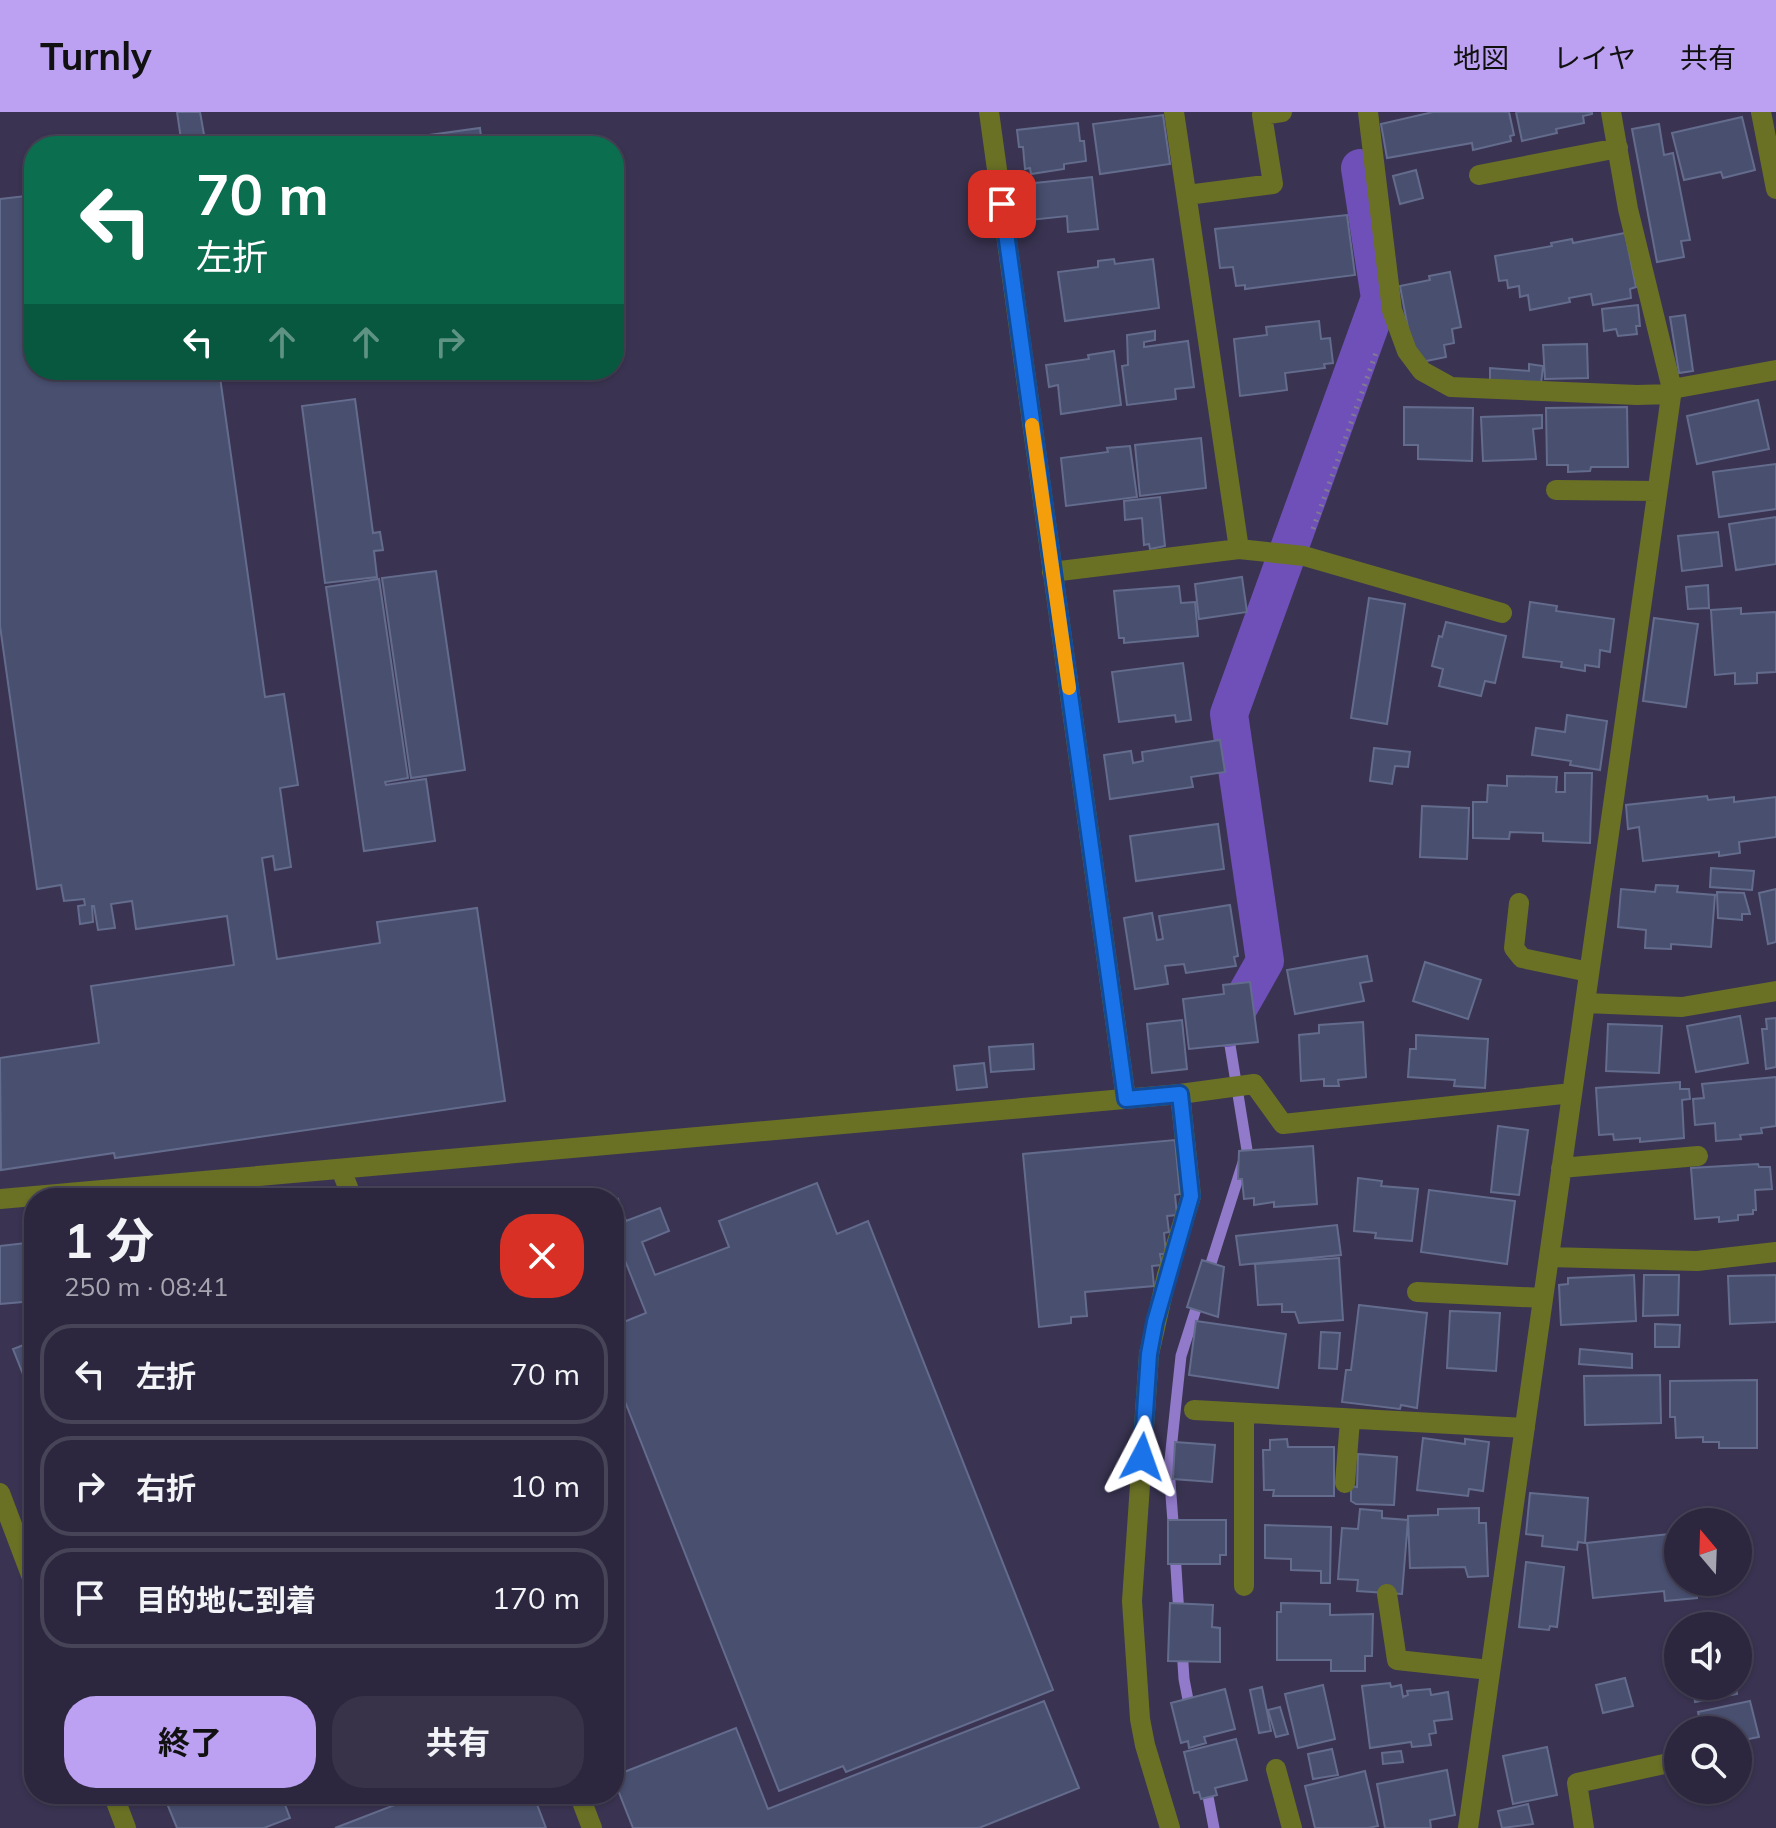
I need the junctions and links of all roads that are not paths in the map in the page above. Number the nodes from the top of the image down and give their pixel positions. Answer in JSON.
{"nodes":[{"id":1,"x":989,"y":112,"type":"edge"},
{"id":2,"x":1174,"y":112,"type":"edge"},
{"id":3,"x":1282,"y":112,"type":"edge"},
{"id":4,"x":1368,"y":112,"type":"edge"},
{"id":5,"x":1611,"y":112,"type":"edge"},
{"id":6,"x":1761,"y":112,"type":"edge"},
{"id":7,"x":1618,"y":148,"type":"junction"},
{"id":8,"x":1479,"y":175,"type":"dead end"},
{"id":9,"x":1776,"y":189,"type":"edge"},
{"id":10,"x":1187,"y":195,"type":"junction"},
{"id":11,"x":1776,"y":370,"type":"edge"},
{"id":12,"x":1672,"y":392,"type":"junction"},
{"id":13,"x":1556,"y":490,"type":"dead end"},
{"id":14,"x":1657,"y":491,"type":"junction"},
{"id":15,"x":1239,"y":549,"type":"junction"},
{"id":16,"x":1052,"y":572,"type":"junction"},
{"id":17,"x":1502,"y":613,"type":"dead end"},
{"id":18,"x":1519,"y":903,"type":"dead end"},
{"id":19,"x":1589,"y":972,"type":"junction"},
{"id":20,"x":1776,"y":991,"type":"edge"},
{"id":21,"x":1585,"y":1003,"type":"junction"},
{"id":22,"x":1572,"y":1093,"type":"junction"},
{"id":23,"x":1180,"y":1094,"type":"junction"},
{"id":24,"x":1126,"y":1099,"type":"junction"},
{"id":25,"x":1698,"y":1156,"type":"dead end"},
{"id":26,"x":1561,"y":1168,"type":"junction"},
{"id":27,"x":341,"y":1169,"type":"junction"},
{"id":28,"x":125,"y":1188,"type":"edge"},
{"id":29,"x":348,"y":1188,"type":"edge"},
{"id":30,"x":24,"y":1197,"type":"edge"},
{"id":31,"x":0,"y":1199,"type":"edge"},
{"id":32,"x":1776,"y":1252,"type":"edge"},
{"id":33,"x":1549,"y":1257,"type":"junction"},
{"id":34,"x":1417,"y":1292,"type":"dead end"},
{"id":35,"x":1543,"y":1298,"type":"junction"},
{"id":36,"x":1194,"y":1410,"type":"dead end"},
{"id":37,"x":1244,"y":1413,"type":"junction"},
{"id":38,"x":1350,"y":1420,"type":"junction"},
{"id":39,"x":1525,"y":1428,"type":"junction"},
{"id":40,"x":1345,"y":1483,"type":"dead end"},
{"id":41,"x":0,"y":1493,"type":"edge"},
{"id":42,"x":24,"y":1557,"type":"edge"},
{"id":43,"x":1244,"y":1586,"type":"dead end"},
{"id":44,"x":1387,"y":1594,"type":"dead end"},
{"id":45,"x":1490,"y":1670,"type":"junction"},
{"id":46,"x":1664,"y":1764,"type":"edge"},
{"id":47,"x":1276,"y":1769,"type":"dead end"},
{"id":48,"x":117,"y":1804,"type":"edge"},
{"id":49,"x":583,"y":1804,"type":"edge"},
{"id":50,"x":126,"y":1828,"type":"edge"},
{"id":51,"x":592,"y":1828,"type":"edge"},
{"id":52,"x":1170,"y":1828,"type":"edge"},
{"id":53,"x":1292,"y":1828,"type":"edge"},
{"id":54,"x":1468,"y":1828,"type":"edge"},
{"id":55,"x":1584,"y":1828,"type":"edge"}],
"edges":[{"from":1,"to":16,"type":"street"},
{"from":2,"to":10,"type":"street"},
{"from":3,"to":10,"type":"street"},
{"from":4,"to":12,"type":"street"},
{"from":5,"to":7,"type":"street"},
{"from":6,"to":9,"type":"street"},
{"from":7,"to":8,"type":"street"},
{"from":7,"to":12,"type":"street"},
{"from":10,"to":15,"type":"street"},
{"from":11,"to":12,"type":"street"},
{"from":12,"to":14,"type":"street"},
{"from":13,"to":14,"type":"street"},
{"from":14,"to":19,"type":"street"},
{"from":15,"to":16,"type":"street"},
{"from":15,"to":17,"type":"street"},
{"from":16,"to":24,"type":"street"},
{"from":18,"to":19,"type":"street"},
{"from":19,"to":21,"type":"street"},
{"from":20,"to":21,"type":"street"},
{"from":21,"to":22,"type":"street"},
{"from":22,"to":23,"type":"street"},
{"from":22,"to":26,"type":"street"},
{"from":23,"to":24,"type":"street"},
{"from":23,"to":52,"type":"street"},
{"from":24,"to":27,"type":"street"},
{"from":25,"to":26,"type":"street"},
{"from":26,"to":33,"type":"street"},
{"from":27,"to":28,"type":"street"},
{"from":27,"to":29,"type":"street"},
{"from":30,"to":31,"type":"street"},
{"from":32,"to":33,"type":"street"},
{"from":33,"to":35,"type":"street"},
{"from":34,"to":35,"type":"street"},
{"from":35,"to":39,"type":"street"},
{"from":36,"to":37,"type":"street"},
{"from":37,"to":38,"type":"street"},
{"from":37,"to":43,"type":"street"},
{"from":38,"to":39,"type":"street"},
{"from":38,"to":40,"type":"street"},
{"from":39,"to":45,"type":"street"},
{"from":41,"to":42,"type":"street"},
{"from":44,"to":45,"type":"street"},
{"from":45,"to":54,"type":"street"},
{"from":46,"to":55,"type":"street"},
{"from":47,"to":53,"type":"street"},
{"from":48,"to":50,"type":"street"},
{"from":49,"to":51,"type":"street"}]}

THE PROBLEM:
Only the text of the records belongs in your answer, repeated exactly; the pictures stay out.

FINISHED EXERCISE:
I need the junctions and links of all roads that are not paths in the map in the page above. Number the nodes from the top of the image down and give their pixel positions. Answer in JSON.
{"nodes":[{"id":1,"x":989,"y":112,"type":"edge"},
{"id":2,"x":1174,"y":112,"type":"edge"},
{"id":3,"x":1282,"y":112,"type":"edge"},
{"id":4,"x":1368,"y":112,"type":"edge"},
{"id":5,"x":1611,"y":112,"type":"edge"},
{"id":6,"x":1761,"y":112,"type":"edge"},
{"id":7,"x":1618,"y":148,"type":"junction"},
{"id":8,"x":1479,"y":175,"type":"dead end"},
{"id":9,"x":1776,"y":189,"type":"edge"},
{"id":10,"x":1187,"y":195,"type":"junction"},
{"id":11,"x":1776,"y":370,"type":"edge"},
{"id":12,"x":1672,"y":392,"type":"junction"},
{"id":13,"x":1556,"y":490,"type":"dead end"},
{"id":14,"x":1657,"y":491,"type":"junction"},
{"id":15,"x":1239,"y":549,"type":"junction"},
{"id":16,"x":1052,"y":572,"type":"junction"},
{"id":17,"x":1502,"y":613,"type":"dead end"},
{"id":18,"x":1519,"y":903,"type":"dead end"},
{"id":19,"x":1589,"y":972,"type":"junction"},
{"id":20,"x":1776,"y":991,"type":"edge"},
{"id":21,"x":1585,"y":1003,"type":"junction"},
{"id":22,"x":1572,"y":1093,"type":"junction"},
{"id":23,"x":1180,"y":1094,"type":"junction"},
{"id":24,"x":1126,"y":1099,"type":"junction"},
{"id":25,"x":1698,"y":1156,"type":"dead end"},
{"id":26,"x":1561,"y":1168,"type":"junction"},
{"id":27,"x":341,"y":1169,"type":"junction"},
{"id":28,"x":125,"y":1188,"type":"edge"},
{"id":29,"x":348,"y":1188,"type":"edge"},
{"id":30,"x":24,"y":1197,"type":"edge"},
{"id":31,"x":0,"y":1199,"type":"edge"},
{"id":32,"x":1776,"y":1252,"type":"edge"},
{"id":33,"x":1549,"y":1257,"type":"junction"},
{"id":34,"x":1417,"y":1292,"type":"dead end"},
{"id":35,"x":1543,"y":1298,"type":"junction"},
{"id":36,"x":1194,"y":1410,"type":"dead end"},
{"id":37,"x":1244,"y":1413,"type":"junction"},
{"id":38,"x":1350,"y":1420,"type":"junction"},
{"id":39,"x":1525,"y":1428,"type":"junction"},
{"id":40,"x":1345,"y":1483,"type":"dead end"},
{"id":41,"x":0,"y":1493,"type":"edge"},
{"id":42,"x":24,"y":1557,"type":"edge"},
{"id":43,"x":1244,"y":1586,"type":"dead end"},
{"id":44,"x":1387,"y":1594,"type":"dead end"},
{"id":45,"x":1490,"y":1670,"type":"junction"},
{"id":46,"x":1664,"y":1764,"type":"edge"},
{"id":47,"x":1276,"y":1769,"type":"dead end"},
{"id":48,"x":117,"y":1804,"type":"edge"},
{"id":49,"x":583,"y":1804,"type":"edge"},
{"id":50,"x":126,"y":1828,"type":"edge"},
{"id":51,"x":592,"y":1828,"type":"edge"},
{"id":52,"x":1170,"y":1828,"type":"edge"},
{"id":53,"x":1292,"y":1828,"type":"edge"},
{"id":54,"x":1468,"y":1828,"type":"edge"},
{"id":55,"x":1584,"y":1828,"type":"edge"}],
"edges":[{"from":1,"to":16,"type":"street"},
{"from":2,"to":10,"type":"street"},
{"from":3,"to":10,"type":"street"},
{"from":4,"to":12,"type":"street"},
{"from":5,"to":7,"type":"street"},
{"from":6,"to":9,"type":"street"},
{"from":7,"to":8,"type":"street"},
{"from":7,"to":12,"type":"street"},
{"from":10,"to":15,"type":"street"},
{"from":11,"to":12,"type":"street"},
{"from":12,"to":14,"type":"street"},
{"from":13,"to":14,"type":"street"},
{"from":14,"to":19,"type":"street"},
{"from":15,"to":16,"type":"street"},
{"from":15,"to":17,"type":"street"},
{"from":16,"to":24,"type":"street"},
{"from":18,"to":19,"type":"street"},
{"from":19,"to":21,"type":"street"},
{"from":20,"to":21,"type":"street"},
{"from":21,"to":22,"type":"street"},
{"from":22,"to":23,"type":"street"},
{"from":22,"to":26,"type":"street"},
{"from":23,"to":24,"type":"street"},
{"from":23,"to":52,"type":"street"},
{"from":24,"to":27,"type":"street"},
{"from":25,"to":26,"type":"street"},
{"from":26,"to":33,"type":"street"},
{"from":27,"to":28,"type":"street"},
{"from":27,"to":29,"type":"street"},
{"from":30,"to":31,"type":"street"},
{"from":32,"to":33,"type":"street"},
{"from":33,"to":35,"type":"street"},
{"from":34,"to":35,"type":"street"},
{"from":35,"to":39,"type":"street"},
{"from":36,"to":37,"type":"street"},
{"from":37,"to":38,"type":"street"},
{"from":37,"to":43,"type":"street"},
{"from":38,"to":39,"type":"street"},
{"from":38,"to":40,"type":"street"},
{"from":39,"to":45,"type":"street"},
{"from":41,"to":42,"type":"street"},
{"from":44,"to":45,"type":"street"},
{"from":45,"to":54,"type":"street"},
{"from":46,"to":55,"type":"street"},
{"from":47,"to":53,"type":"street"},
{"from":48,"to":50,"type":"street"},
{"from":49,"to":51,"type":"street"}]}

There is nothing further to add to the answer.